This guest post is provided by Jack Massih, CRI’s summer intern. This is his debut post.
Connecticut recently decided to walk off of a cliff with its tax hike on businesses, and unsurprisingly the affected companies are looking to move to friendlier climates. Governors from Florida, Texas, Georgia and even New York quickly jumped at the opportunity, calling CEO Jeffery Immelt to explain why their state is the best place for GE’s new home. Delaware, with its business friendly reputation, ostensibly seems a natural place for GE to plant its new headquarters, but Delaware has fallen behind other states in offering a pro-business atmosphere, and if GE does decide to move, it is a near certainty they will not relocate to Delaware. For a State that has historically acted to accommodate businesses, this is a troubling development, indicative of the disastrous path state leaders have charted for Delaware.
As the current General Assembly looks to raise the personal income tax on the state’s wealthier families and raise the gross receipts tax on businesses, it is easy to forget there was a time when Delaware actually cut taxes and streamlined regulations to attract businesses and their employees to the first state. Lawmakers and Governors worked hard to woo the banking industry into Wilmington, and they adroitly maneuvered to land AstraZenica’s corporate office. Such policies paid off massively for Delaware, and even though tax rates were decreased, revenues grew as people and businesses flocked to the first state. In recent years many other states have prospered thanks to this pro-growth model, and Delaware was the pioneer of such policy, but state lawmakers have forgone this proven path to success in favor of increased taxes and ever expanding regulations.
One merely needs to examine the wealth migration into and out of Delaware to understand that families and companies vote with their feet. Money is still coming into the state from surrounding states in the mid-Atlantic and northeast, but much of it is offset by wealth leaving the state for even sunnier financial climates in the south. Delaware seems to be nothing more than a layover on the flight of money out of the region, rather than a permanent destination. Smart decisions to cut taxes sensibly will entice that money to stay within the state, boosting revenues and infusing communities with cash, while reckless tax hikes and wanton government spending will permanently scare it away. Delaware is straddling the line between being a winning state or a losing state, and current decisions by the General Assembly threaten to push it into the losing camp.
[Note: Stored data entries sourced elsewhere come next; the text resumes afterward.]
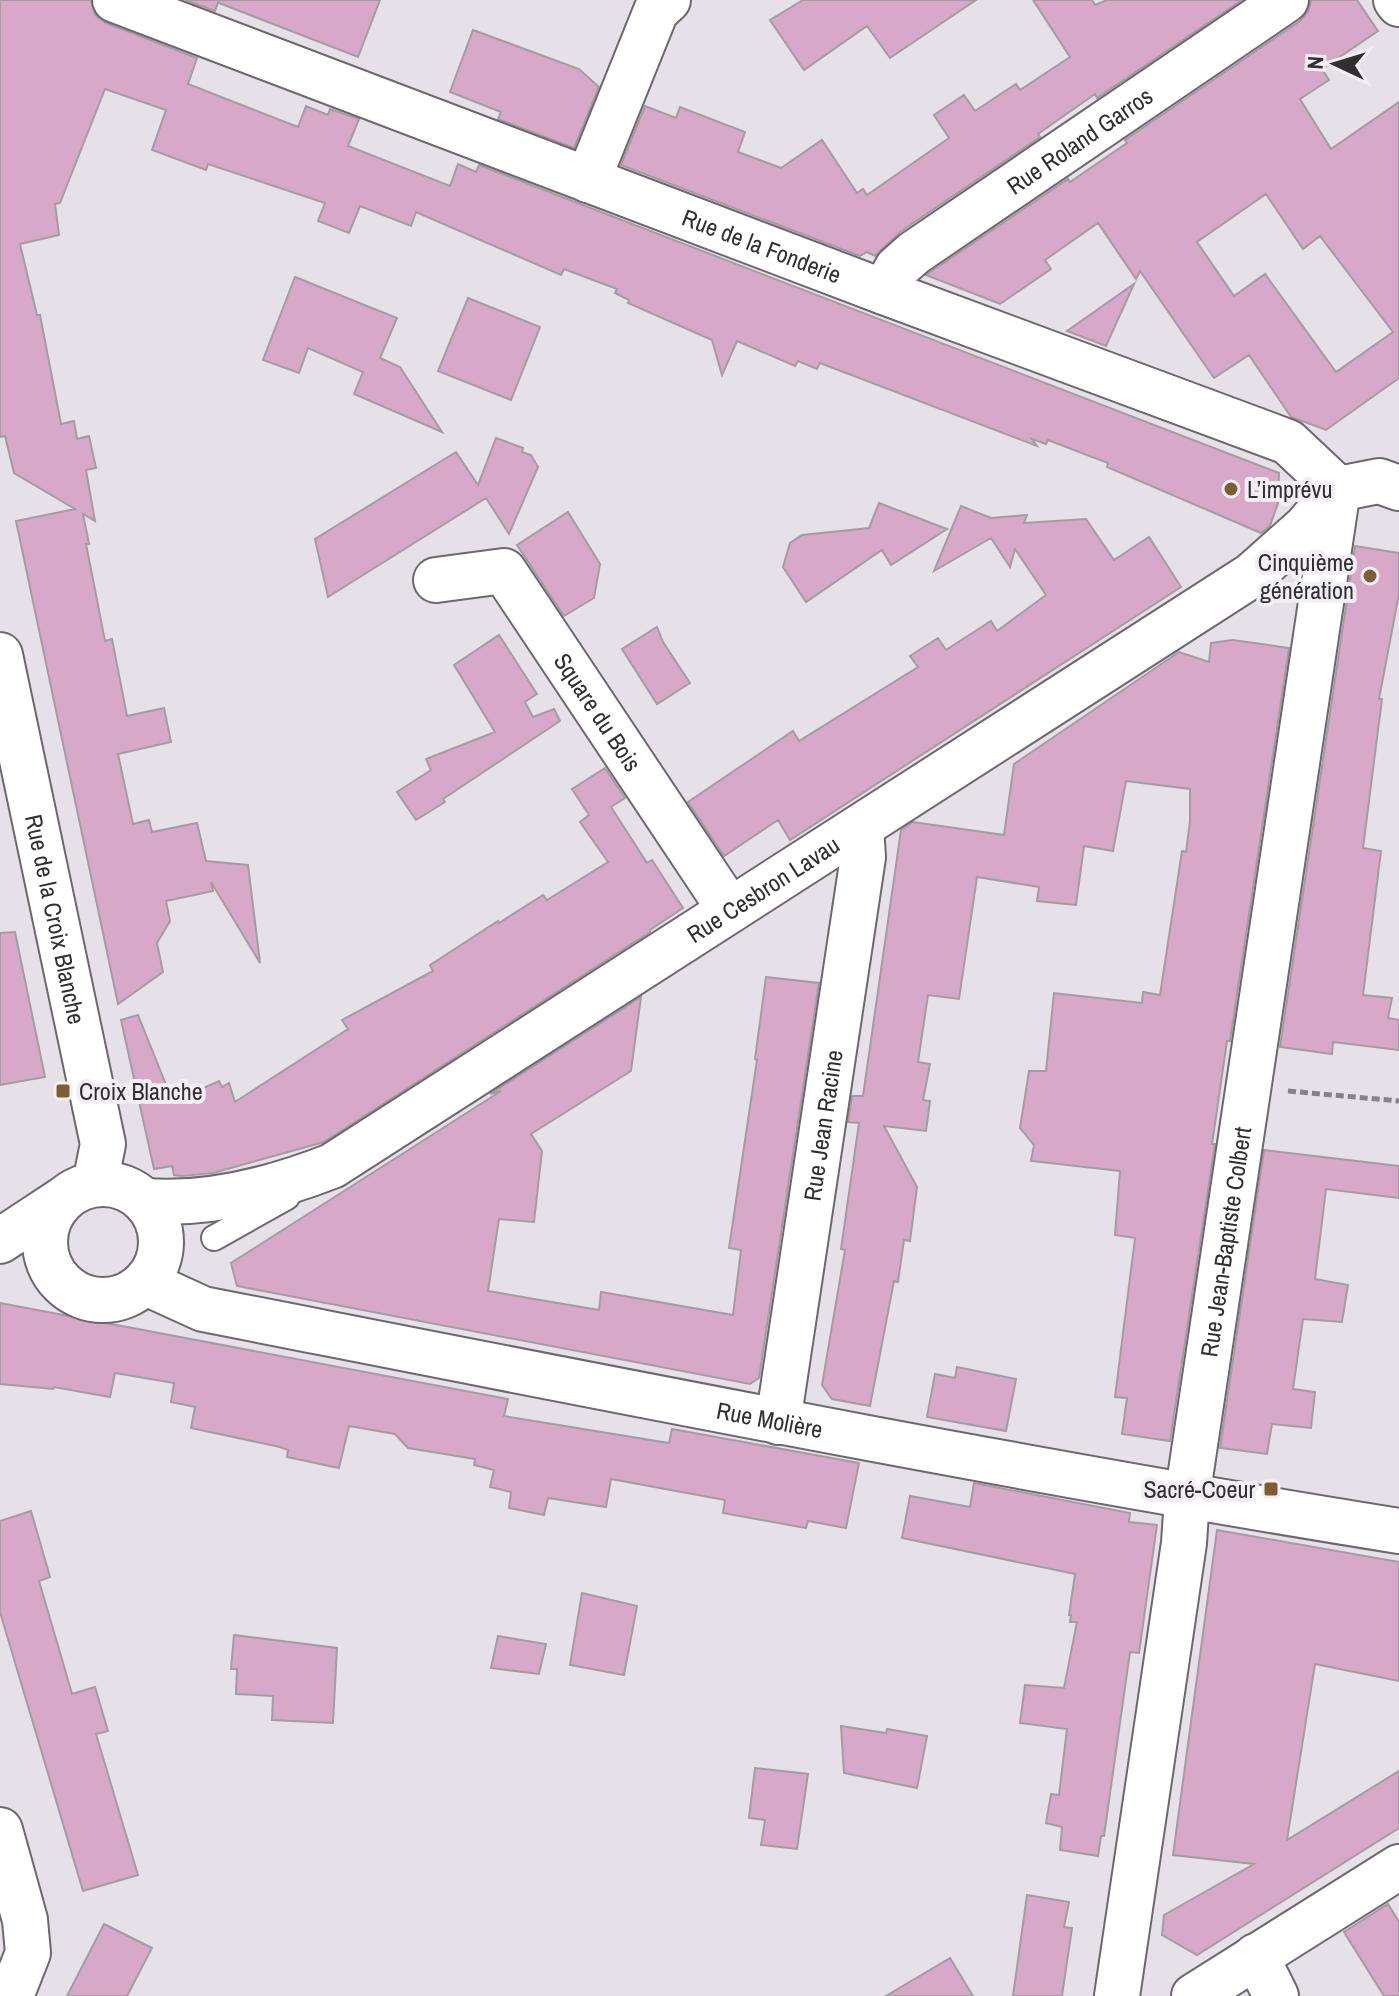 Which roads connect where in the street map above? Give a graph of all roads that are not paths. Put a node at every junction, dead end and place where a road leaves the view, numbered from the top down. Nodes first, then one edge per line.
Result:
1 (115, 0) edge
2 (668, 0) edge
3 (1286, 0) edge
4 (588, 180) junction
5 (884, 292) junction
6 (1399, 488) edge
7 (1338, 489) junction
8 (436, 580) dead end
9 (0, 655) edge
10 (861, 827) junction
11 (730, 910) junction
12 (312, 1174) junction
13 (78, 1192) junction
14 (145, 1201) junction
15 (214, 1238) dead end
16 (0, 1241) edge
17 (0, 1263) edge
18 (146, 1283) junction
19 (62, 1284) junction
20 (778, 1422) junction
21 (1187, 1498) junction
22 (1399, 1531) edge
23 (0, 1830) edge
24 (1399, 1867) edge
25 (1256, 1956) junction
26 (11, 1996) edge
27 (1117, 1996) edge
28 (1194, 1996) edge
29 (1276, 1996) edge

1 - 4 street, Rue de la Fonderie
2 - 4 street
3 - 5 street, Rue Roland Garros
4 - 5 street, Rue de la Fonderie
5 - 7 street, Rue de la Fonderie
6 - 7 street
7 - 10 street, Rue Cesbron Lavau
7 - 21 street, Rue Jean-Baptiste Colbert
8 - 11 street, Square du Bois
9 - 13 street, Rue de la Croix Blanche
10 - 11 street, Rue Cesbron Lavau
10 - 20 street, Rue Jean Racine
11 - 12 street, Rue Cesbron Lavau
12 - 14 street, Rue Cesbron Lavau
12 - 15 lane
13 - 14 street
13 - 16 street
13 - 19 street
14 - 18 street
17 - 19 street
18 - 19 street
18 - 20 street, Rue Molière
20 - 21 street, Rue Molière
21 - 22 street, Rue Molière
21 - 27 street, Rue Jean-Baptiste Colbert
23 - 26 street
24 - 25 street
25 - 28 street
25 - 29 street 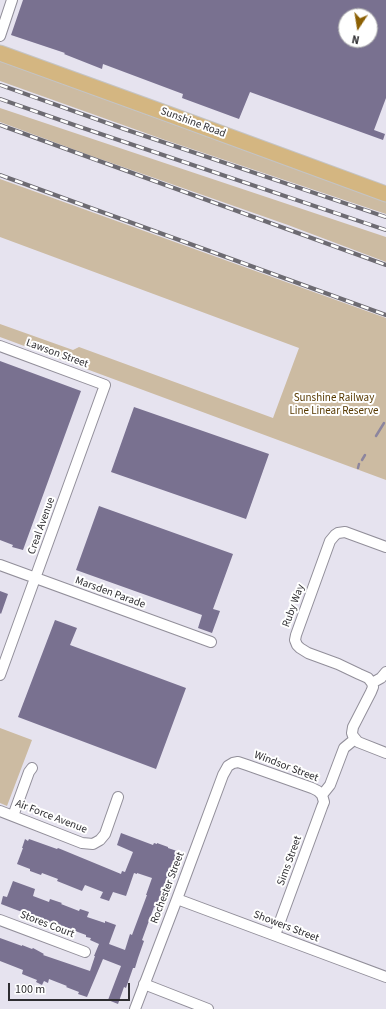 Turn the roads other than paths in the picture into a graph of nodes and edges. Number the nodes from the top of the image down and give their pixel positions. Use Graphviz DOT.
graph roads {
  1 [pos="12,0"];
  2 [pos="0,36"];
  3 [pos="0,53"];
  4 [pos="386,194"];
  5 [pos="0,346"];
  6 [pos="105,385"];
  7 [pos="386,547"];
  8 [pos="0,565"];
  9 [pos="35,578"];
  10 [pos="211,642"];
  11 [pos="386,672"];
  12 [pos="0,675"];
  13 [pos="372,683"];
  14 [pos="355,739"];
  15 [pos="386,753"];
  16 [pos="32,768"];
  17 [pos="223,775"];
  18 [pos="322,795"];
  19 [pos="118,797"];
  20 [pos="0,811"];
  21 [pos="13,816"];
  22 [pos="177,899"];
  23 [pos="0,920"];
  24 [pos="275,936"];
  25 [pos="85,952"];
  26 [pos="386,977"];
  27 [pos="144,984"];
  28 [pos="135,1009"];
  29 [pos="208,1009"];
  1 -- 2 [label="street"];
  3 -- 4 [label="main road, Sunshine Road"];
  5 -- 6 [label="street, Lawson Street"];
  6 -- 9 [label="street, Creal Avenue"];
  7 -- 13 [label="street, Ruby Way"];
  8 -- 9 [label="street, Marsden Parade"];
  9 -- 10 [label="street, Marsden Parade"];
  9 -- 12 [label="street, Creal Avenue"];
  11 -- 13 [label="street"];
  13 -- 14 [label="street"];
  14 -- 15 [label="street"];
  14 -- 18 [label="street"];
  16 -- 21 [label="street"];
  17 -- 18 [label="street, Windsor Street"];
  17 -- 22 [label="street, Rochester Street"];
  18 -- 24 [label="street, Sims Street"];
  19 -- 21 [label="street, Air Force Avenue"];
  20 -- 21 [label="street, Air Force Avenue"];
  22 -- 24 [label="street, Showers Street"];
  22 -- 27 [label="street, Rochester Street"];
  23 -- 25 [label="street, Stores Court"];
  24 -- 26 [label="street, Showers Street"];
  27 -- 28 [label="street, Rochester Street"];
  27 -- 29 [label="street"];
}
The risks of Delaware’s loss in competitiveness go beyond families and businesses leaving the state, there is also the loss in growth due to companies choosing not to relocate or expand into Delaware. Not only does the state run the risk of turning away established businesses and residence, it stands to lose out on the next generation of AstraZenica’s and banking firms. As firms like General Electric looking to relocate pass over Delaware, the state will lose out on the important revenue growth these income-earners and employers will bring, and its options to meet its ever growing spending commitments will invariably shrink to increasing taxes and/or making drastic discretionary cuts to state services. Both unsavory options inevitably push people out of the state and leading to an increasingly vicious cycle of austerity as people abandon the state and the tax base decreases further.
In order to avert such a scenario state officials need to drop their current tax and spend predilections and carefully examine their options to make Delaware more competitive. The bad news is that in many respects Delaware is lagging behind many other states; its tax burden is one of the highest in the country, and it is one of the few states that levy both a corporate income tax and a gross receipts tax. However this also means Delaware’s lawmakers have many routes to take in order to make Delaware more attractive to businesses. What Delaware should do is examine the states that have lined up to court General Electric and attempt to recreate their environments. In many cases these states have no personal income tax or no corporate income tax, a lower overall tax burden, and sensible regulations that make it easier to conduct business.
Delaware was once an expert at making itself hospitable for businesses and workers and it must rediscover that talent or it will lose out to states that recognize the need for sensible regulations and tax policy. The beauty of the federal system is the competition it engenders between the many states, encouraging creativity and common sense while punishing irresponsibility and complacency. If Delaware wants to keep its reputation as the first state for business, it must abandon its current self-defeating policy of constantly raising taxes to meet swollen budgets, and it must instead make itself attractive to business through the pursuit of pro-growth policies that will allow the state to reap the advantages of a healthy economy. The sooner citizens come to this realization the sooner Delaware can work to restore its waning competitiveness.